PROBLEM TO WORK ON: Beginning with the opening line of the entries, return every line through the one containing "ring pip: (184, 124)", both included, and nothing else. Omit pictures.

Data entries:
*-*-*

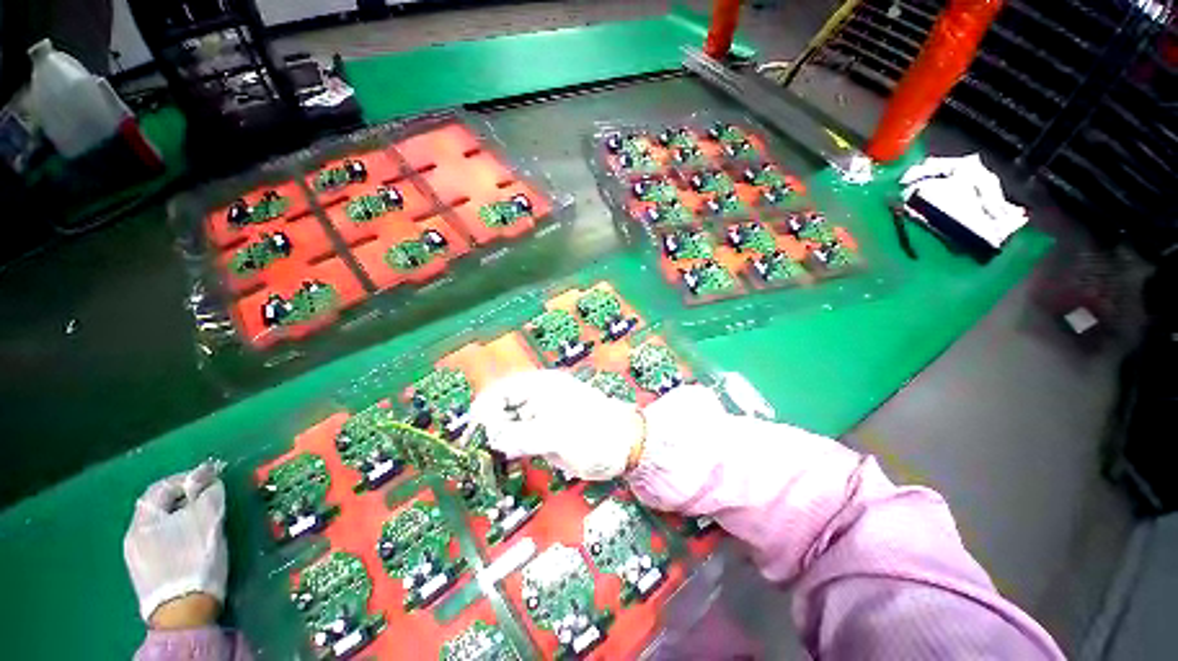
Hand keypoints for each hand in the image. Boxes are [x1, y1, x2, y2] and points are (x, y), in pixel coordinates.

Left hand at [123, 460, 227, 626]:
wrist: (183, 612)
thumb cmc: (195, 559)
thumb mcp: (208, 521)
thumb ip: (209, 495)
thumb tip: (210, 480)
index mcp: (144, 520)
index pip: (162, 486)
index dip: (187, 478)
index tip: (211, 477)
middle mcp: (133, 535)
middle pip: (159, 507)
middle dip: (184, 499)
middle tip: (209, 499)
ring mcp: (136, 557)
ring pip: (159, 527)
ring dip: (180, 518)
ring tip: (203, 522)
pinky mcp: (145, 573)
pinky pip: (159, 544)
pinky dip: (175, 536)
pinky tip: (190, 545)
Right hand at [469, 370, 643, 479]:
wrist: (625, 446)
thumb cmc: (596, 434)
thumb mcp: (559, 434)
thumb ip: (523, 436)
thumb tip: (494, 440)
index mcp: (540, 387)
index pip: (500, 392)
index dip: (484, 412)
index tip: (477, 438)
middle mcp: (536, 398)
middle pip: (499, 408)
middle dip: (487, 429)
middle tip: (479, 455)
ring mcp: (539, 417)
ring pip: (506, 425)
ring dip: (494, 442)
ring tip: (488, 463)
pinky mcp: (543, 434)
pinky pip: (517, 439)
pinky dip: (507, 451)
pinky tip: (503, 464)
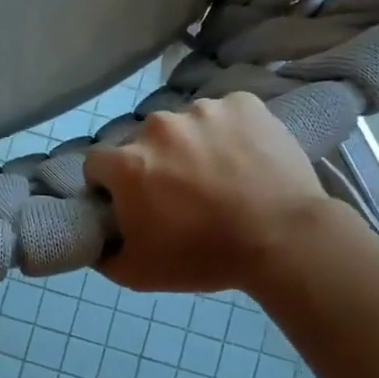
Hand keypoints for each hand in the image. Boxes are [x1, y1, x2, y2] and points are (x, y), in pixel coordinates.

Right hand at [83, 92, 333, 292]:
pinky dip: (229, 131)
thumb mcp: (137, 273)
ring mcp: (203, 110)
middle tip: (178, 192)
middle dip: (152, 162)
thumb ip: (102, 254)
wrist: (284, 238)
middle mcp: (157, 127)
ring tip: (218, 174)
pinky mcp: (243, 104)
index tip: (129, 201)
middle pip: (142, 141)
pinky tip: (244, 157)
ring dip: (191, 144)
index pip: (96, 163)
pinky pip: (224, 113)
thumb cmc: (204, 256)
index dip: (108, 184)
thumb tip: (93, 240)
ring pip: (184, 124)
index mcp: (127, 163)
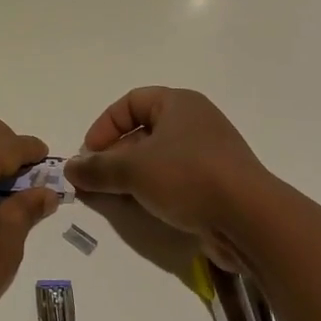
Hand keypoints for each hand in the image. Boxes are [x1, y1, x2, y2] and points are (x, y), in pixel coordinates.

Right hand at [65, 88, 269, 248]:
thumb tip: (70, 168)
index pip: (130, 102)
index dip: (104, 126)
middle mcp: (196, 122)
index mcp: (179, 103)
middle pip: (143, 131)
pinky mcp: (217, 183)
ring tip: (114, 197)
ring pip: (159, 158)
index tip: (88, 154)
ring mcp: (209, 153)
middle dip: (115, 155)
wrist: (249, 218)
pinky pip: (176, 179)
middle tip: (96, 180)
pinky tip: (143, 209)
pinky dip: (155, 190)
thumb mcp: (133, 170)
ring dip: (132, 176)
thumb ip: (98, 168)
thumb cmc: (188, 177)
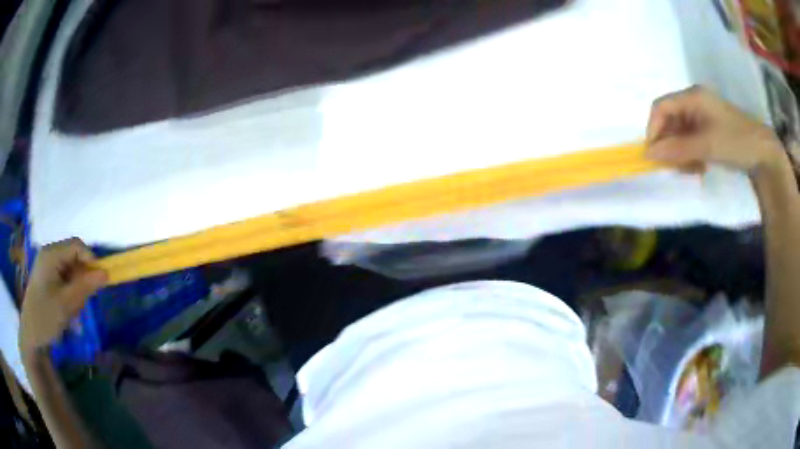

*-*-*

EXERCISE SOLUTION:
Hand keypoints for each hand in the image. Boxes are [x1, y1, x2, y2] and points are (x, y), in pixel coordinates.

Left hand at [123, 460, 227, 626]:
wrist: (183, 612)
thumb cmc: (195, 559)
thumb mcp: (208, 521)
thumb ip: (209, 495)
thumb tip: (210, 480)
index mcp: (144, 520)
index pip: (162, 486)
index dip: (187, 478)
index tip: (211, 477)
middle mcp: (133, 535)
middle pip: (159, 507)
middle dip: (184, 499)
middle tip: (209, 499)
ring mcp: (136, 557)
ring pip: (159, 527)
ring dip: (180, 518)
ring tip: (203, 522)
pinky mcp: (145, 573)
pinky pip: (159, 544)
pinky dip: (175, 536)
pinky tip: (190, 545)
Right hand at [469, 370, 643, 479]:
wrist: (625, 446)
thumb cmc: (596, 434)
thumb mcp: (559, 434)
thumb ip: (523, 436)
thumb tip: (494, 440)
index mcp: (540, 387)
index pip: (500, 392)
index dip: (484, 412)
index tip: (477, 438)
middle mcp: (536, 398)
middle pip: (499, 408)
middle dip: (487, 429)
middle tip: (479, 455)
ring mcp: (539, 417)
ring pip: (506, 425)
ring dip: (494, 442)
ring tip: (488, 463)
pinky mcp: (543, 434)
pinky pip: (517, 439)
pinky dip: (507, 451)
pinky tip: (503, 464)
Hand keypoints for each hand in the image. Boxes are [x1, y1, x2, y2] and points are (x, y), in pixel coordinates.

Right hand at [83, 92, 333, 292]:
pinky dip: (229, 131)
thumb mcp: (137, 273)
ring mcp: (203, 110)
middle tip: (178, 192)
middle dip: (152, 162)
thumb ip: (102, 254)
wrist: (284, 238)
middle mcp: (157, 127)
ring tip: (218, 174)
pinky mcp: (243, 104)
index tip: (129, 201)
middle pip: (142, 141)
pinky tip: (244, 157)
ring dip: (191, 144)
index pip: (96, 163)
pinky pip: (224, 113)
thumb cmc: (204, 256)
index dip: (108, 184)
thumb tip: (93, 240)
ring pip: (184, 124)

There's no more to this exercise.